--- Activity ---
Go through the data below and copy each line that includes "node".
---
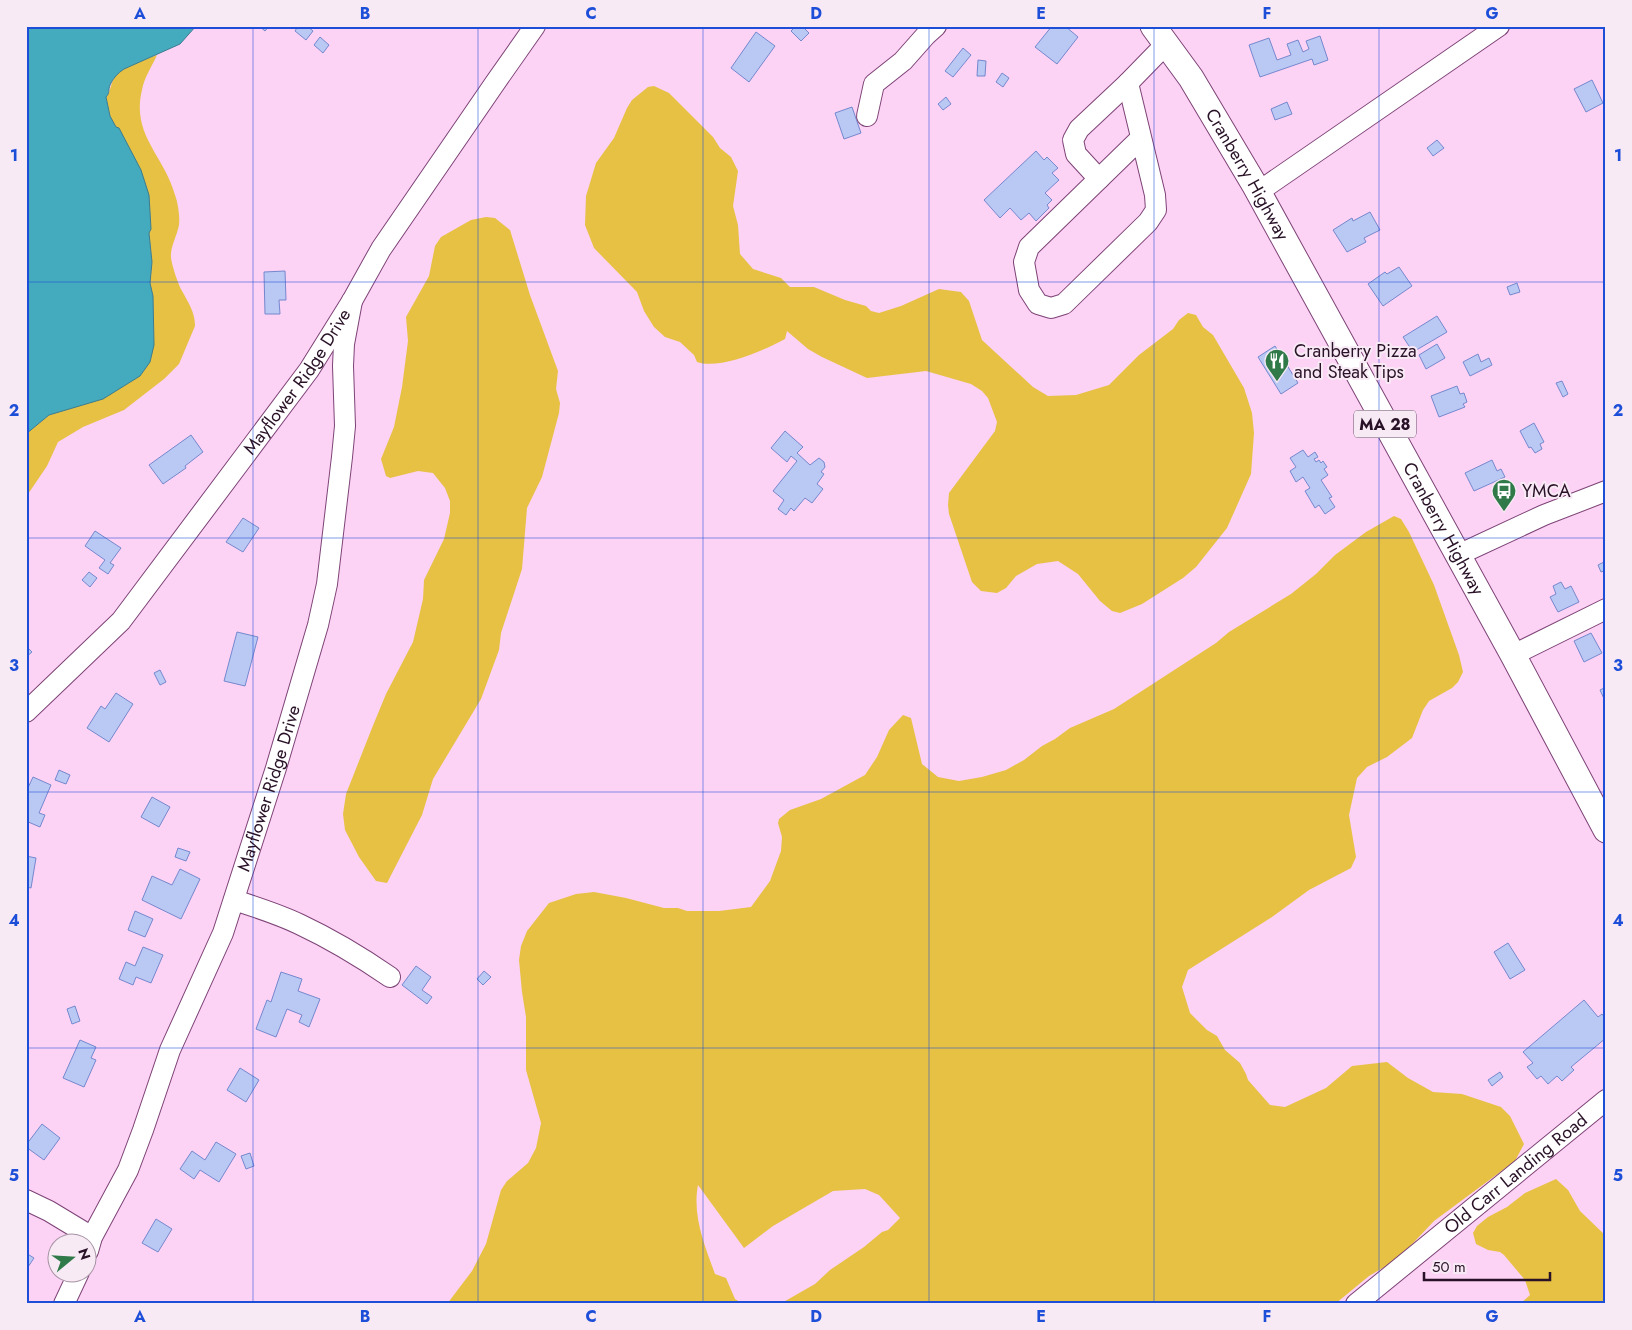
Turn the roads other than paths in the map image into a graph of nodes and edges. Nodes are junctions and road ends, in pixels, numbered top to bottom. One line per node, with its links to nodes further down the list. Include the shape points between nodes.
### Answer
1 (535, 26): 10 (street, Mayflower Ridge Drive, via 381,249)
2 (936, 26): 6 (street, via 903,61 874,84)
3 (1499, 26): 9 (street)
4 (1159, 35): 5 (street); 9 (main road, Cranberry Highway / MA 28, via 1191,78)
5 (1128, 83): 7 (street); 8 (street, via 1079,129 1073,140 1076,154)
6 (867, 116)
7 (1141, 138): 8 (street); 8 (street, via 1156,210 1148,222 1064,304 1051,308 1038,304 1029,290 1024,262 1029,246)
8 (1099, 179)
9 (1258, 192): 12 (main road, Cranberry Highway / MA 28)
10 (352, 301): 15 (street, Mayflower Ridge Drive, via 309,370 140,598 91,651); 17 (street, Mayflower Ridge Drive, via 344,344 345,426 327,584 316,633)
11 (1606, 491): 12 (street, via 1544,515)
12 (1458, 555): 14 (main road, Cranberry Highway / MA 28)
13 (1606, 609): 14 (street)
14 (1513, 655): 16 (main road, Cranberry Highway / MA 28)
15 (26, 712)
16 (1606, 830)
17 (234, 900): 18 (street, via 314,931); 22 (street, Mayflower Ridge Drive, via 215,952 170,1050 128,1170)
18 (390, 977)
19 (1606, 1100): 25 (street, Old Carr Landing Road)
20 (26, 1200): 21 (street, via 49,1211)
21 (75, 1232)
22 (96, 1232)
23 (74, 1282): 24 (street)
24 (64, 1304)
25 (1356, 1304)

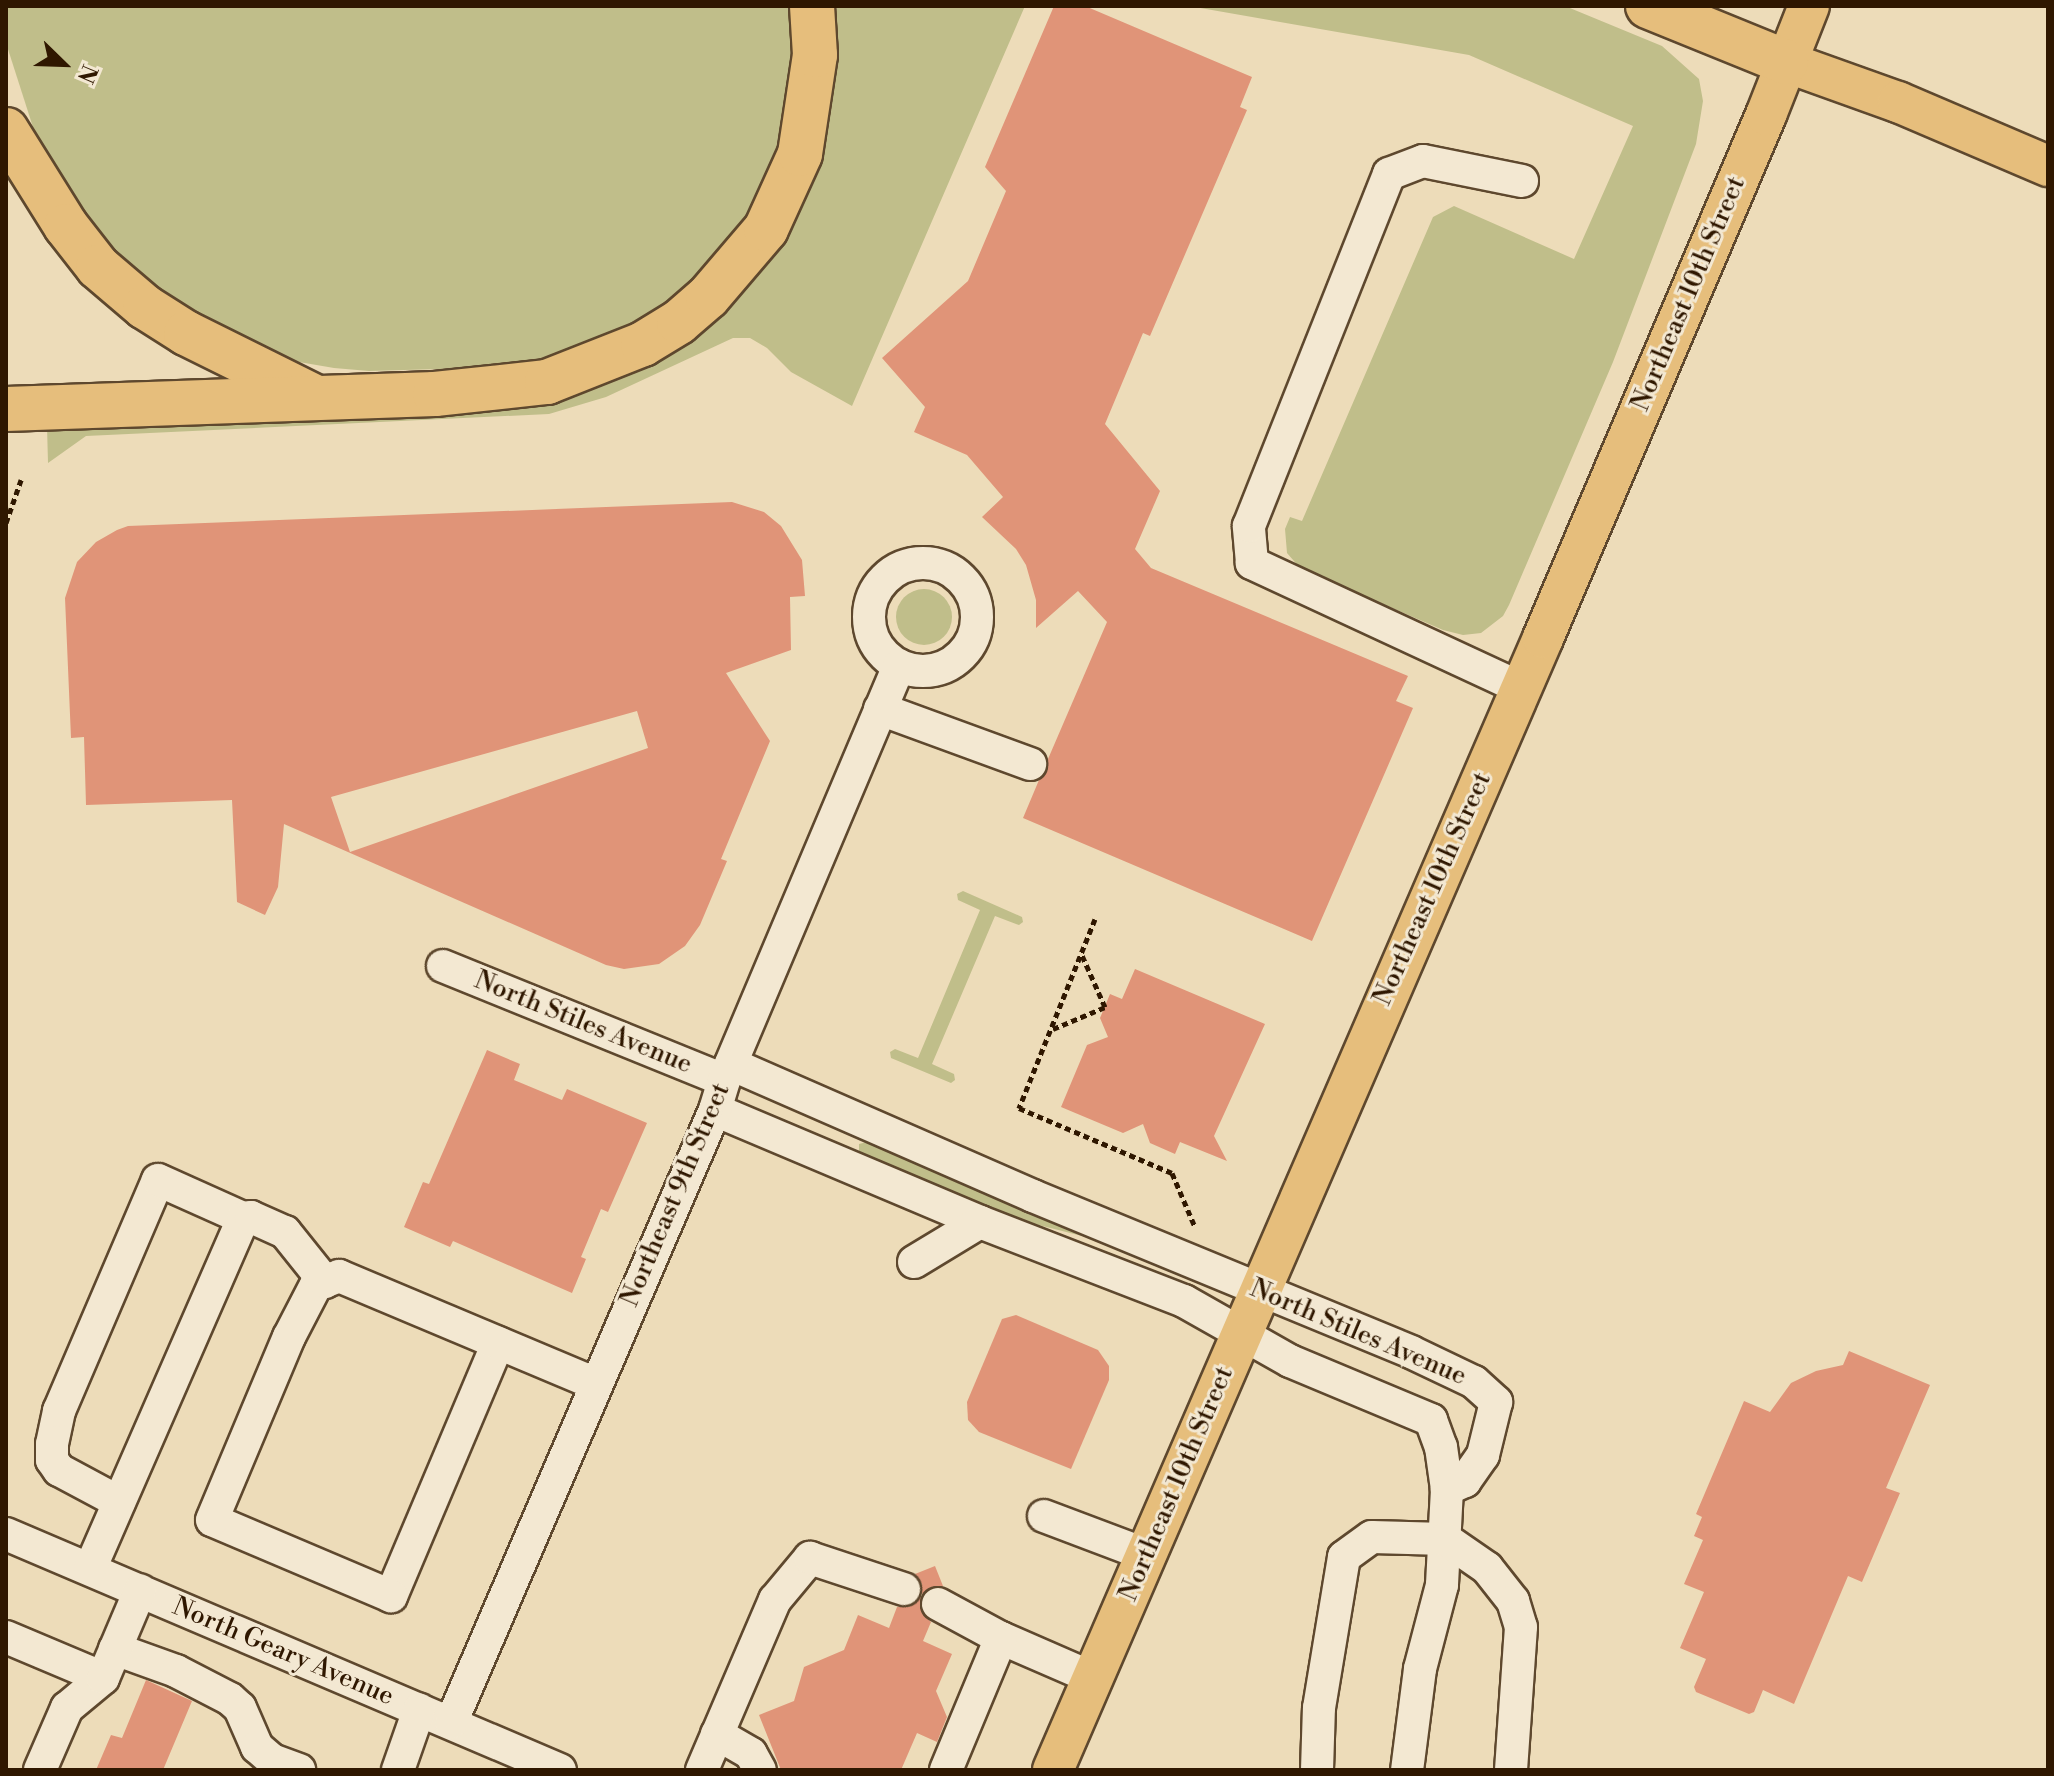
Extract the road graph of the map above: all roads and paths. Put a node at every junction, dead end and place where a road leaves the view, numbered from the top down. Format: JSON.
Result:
---
--- Response ---
Turn the roads other than paths in the map image into a graph of nodes and edges. Nodes are junctions and road ends, in pixels, numbered top to bottom. One line per node, with its links to nodes further down the list. Include the shape points between nodes.
Extract the road graph of the map above: all roads and paths. Put a node at every junction, dead end and place where a road leaves the view, numbered from the top down. Format: JSON.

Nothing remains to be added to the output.